Drastically reduce whole test cycle time by scaling test sharding across multiple slaves seamlessly.

It does so by integrating Swarm within the Try Server and eventually the continuous integration masters.

Background

The Chromium waterfall currently uses completely manual test sharding. A "builder" slave compiles and creates a .zip of the build output. Then "testers" download the zip, checkout the sources, unpack the zip inside the source checkout and run a few tests.

Each new "tester" configuration is created to run a subset of the tests so overall most of the meta-shards takes roughly the same amount of time. All this configuration is done manually and is error-prone.

For the Try Server, there is currently no test sharding at all since it'd be relatively complicated to setup inside buildbot.

So overall, while we can continue throwing more faster hardware at the problem, the fundamental issue remains; as tests gets larger and slower, the end-to-end test latency will continue to increase, slowing down developer productivity.

This is a natural extension of the Chromium Try Server (initiated and written by maruel@ in 2008) that scaled up through the years and the Commit Queue (initiated and written by maruel@ in 2011).

Before the Try Server, team members were not testing on other platforms than the one they were developing on, causing constant breakage. This helped getting at 50 commits/day.

Before the Commit Queue, the overhead of manually triggered proper tests on all the important configuration was becoming increasingly cumbersome. This could be automated and was done. This helped sustain 100 commits/day.

But these are not sufficient to scale the team velocity at over 150 commits per day. Big design flaws remain in the way the team is working. In particular, to scale the Chromium team productivity, significant changes in the infrastructure need to happen. In particular, the latency of the testing across platforms need to be drastically reduced.  That requires getting the test result in O(1) time, independent of:
  1. The number of platforms to test on.
  2. The number of test executables.
  3. The number of test cases.
  4. The duration of each test cases, especially in the worse case.
  5. The size of the data required to run the test.
  6. The size of the checkout.
To achieve this, sharding a test must be a constant cost. This is what the swarm integration is about.

Overview

Using Swarm works around Buildbot's limitations and permits sharding automatically and in an unlimited way. For example, it permits sharding the test cases on a large smoke test across multiple slaves to reduce the latency of running it. Buildbot on the other hand requires manual configuration to shard the tests and is not very efficient at large scale.
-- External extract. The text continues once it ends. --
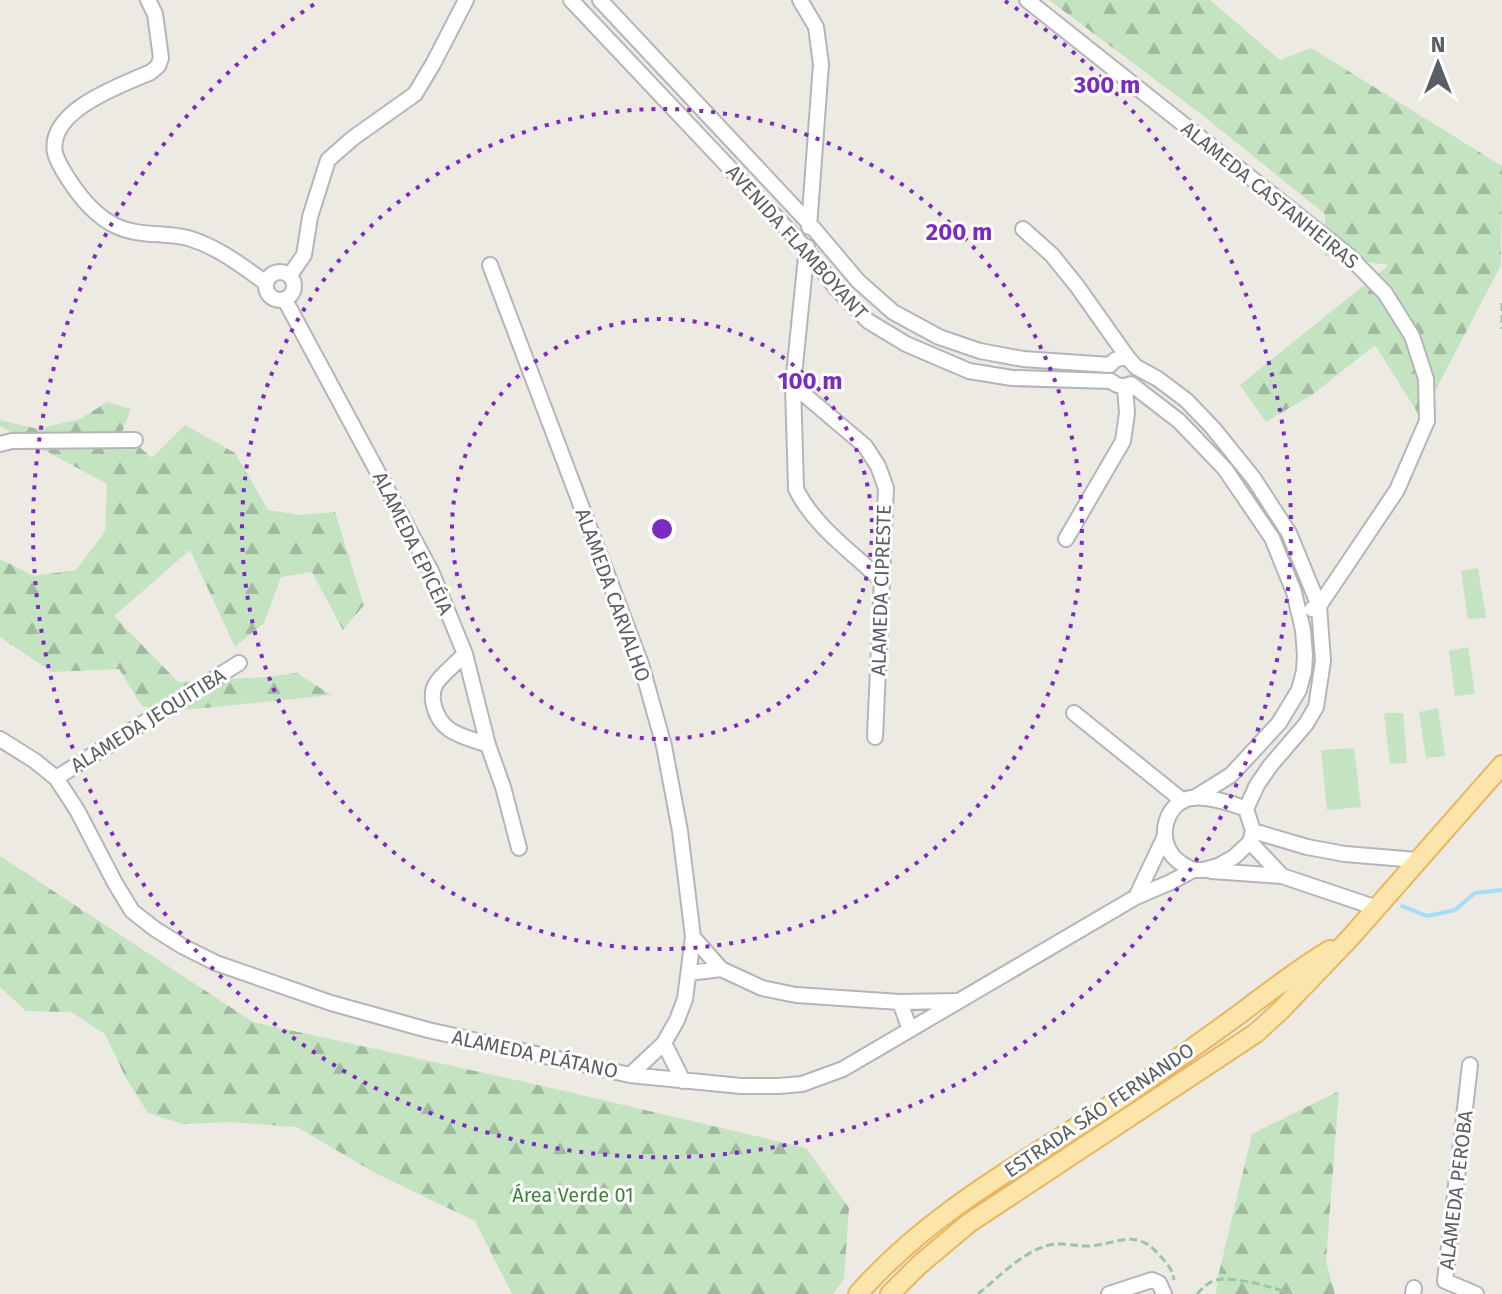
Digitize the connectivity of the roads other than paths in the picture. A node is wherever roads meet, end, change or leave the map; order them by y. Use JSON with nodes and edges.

By reusing the Isolated testing effort, we're going to be able to shard efficiently the swarm slaves. By integrating swarm infrastructure inside buildbot, we'll work around the manual sharding that buildbot requires.

To recapitulate the isolated testing design doc, the isolate.py script is used to archive all the run time dependencies of a unit tests on the "builder" to the Isolate Content-Addressed Datastore hosted on AppEngine. Since the content store is content-addressed by the SHA-1 of the content, only new contents are archived. Then only the SHA-1 of the manifest describing the whole dependency is sent to the Swam Slaves, with an index of the shards that it needs to run. That is, 40 bytes for the hash plus 2 integers is all that is required to know what OS is needed and what files are needed to run a shard of test cases along a minimal python script of less than 1000 lines!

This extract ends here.